Design and Diagnosis of Deviated Rod-Pumped Wells

Abstract

Summary A wave equation method is presented for the design of deviated rod-pumped wells. Applications made to wells involve bare rods, molded-on guides, and wheel-rod guides. The design method is also used to explain the type of errors that result when vertical-hole techniques are used to compute down hole pump cards in crooked wells. Introduction Commonly used methods for designing rod-pumping installations presume vertical wells. This paper introduces a wave equation methodology that applies to deviated wells, whether they are deviated intentionally or unintentionally. Restrictions on surface locations and interest in horizontal drilling are increasing the need for deviated wells.

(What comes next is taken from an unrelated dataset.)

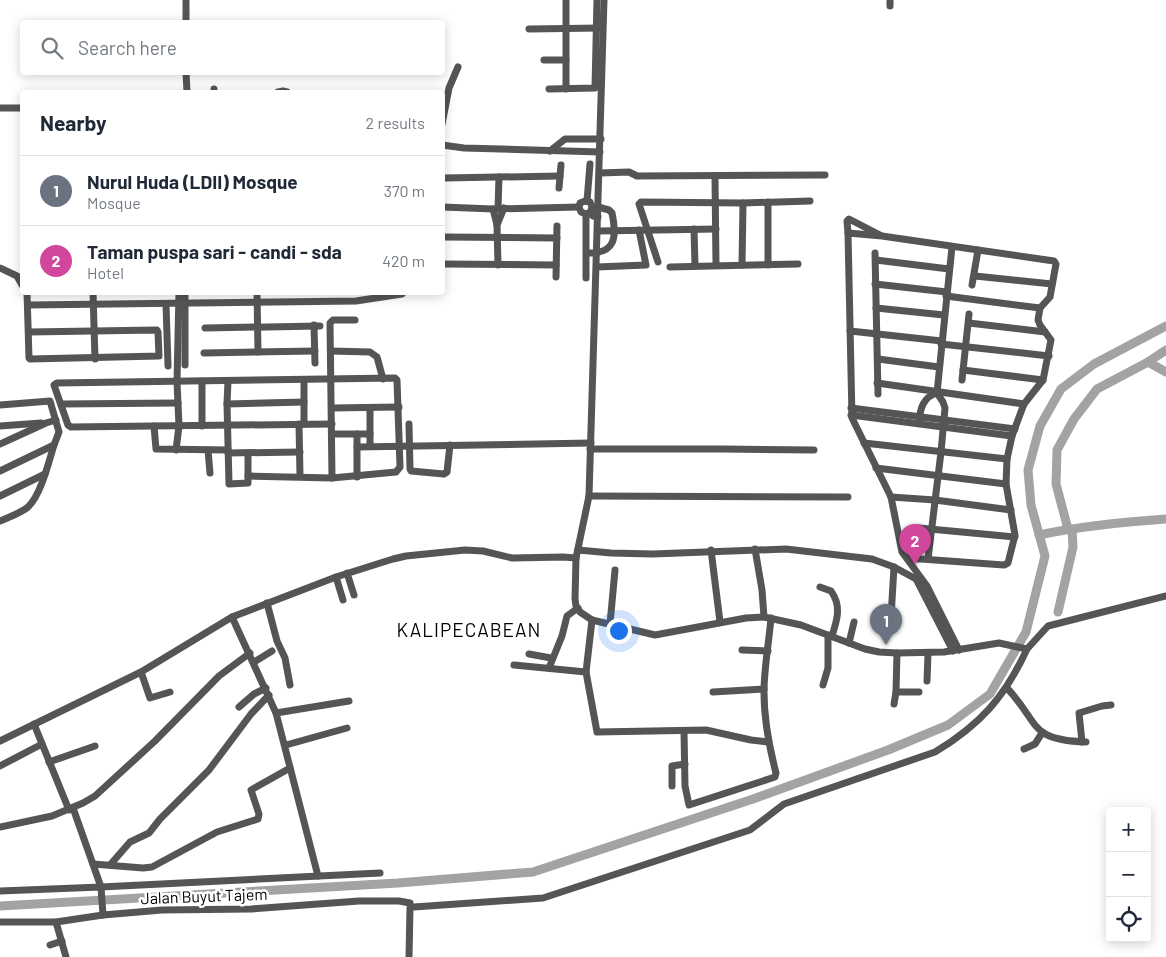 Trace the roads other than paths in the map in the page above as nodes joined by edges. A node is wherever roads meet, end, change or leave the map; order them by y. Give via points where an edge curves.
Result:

Together with long-standing crooked-hole problems, these are promising subjects for further study. This paper describes a predictive method that applies to 3D problems. A well deemed too crooked to pump is studied, and a procedure for designing intentionally deviated wells is presented. The relative friction effects of rod guides are discussed, and the effect of borehole path on power consumption is treated. The concept of dogleg severity is examined and deemed inadequate as a measure of difficulty in pumping deviated wells. The types of errors that result when vertical-hole diagnostic methods are applied to deviated holes are discussed. Finally, a new formulation of the radius-of-curvature concept is derived together with techniques for deducing rod-tubing friction from dynamometer valve checks. Comparisons with actual measurements are included to validate the methods. Deviated wells can be adequately designed with wave equation methods, and highly deviated wells can be produced with rod-pumping equipment when care is taken to control the path of the borehole. This paper should be considered as a progress report because much remains to be learned about the application of this technology.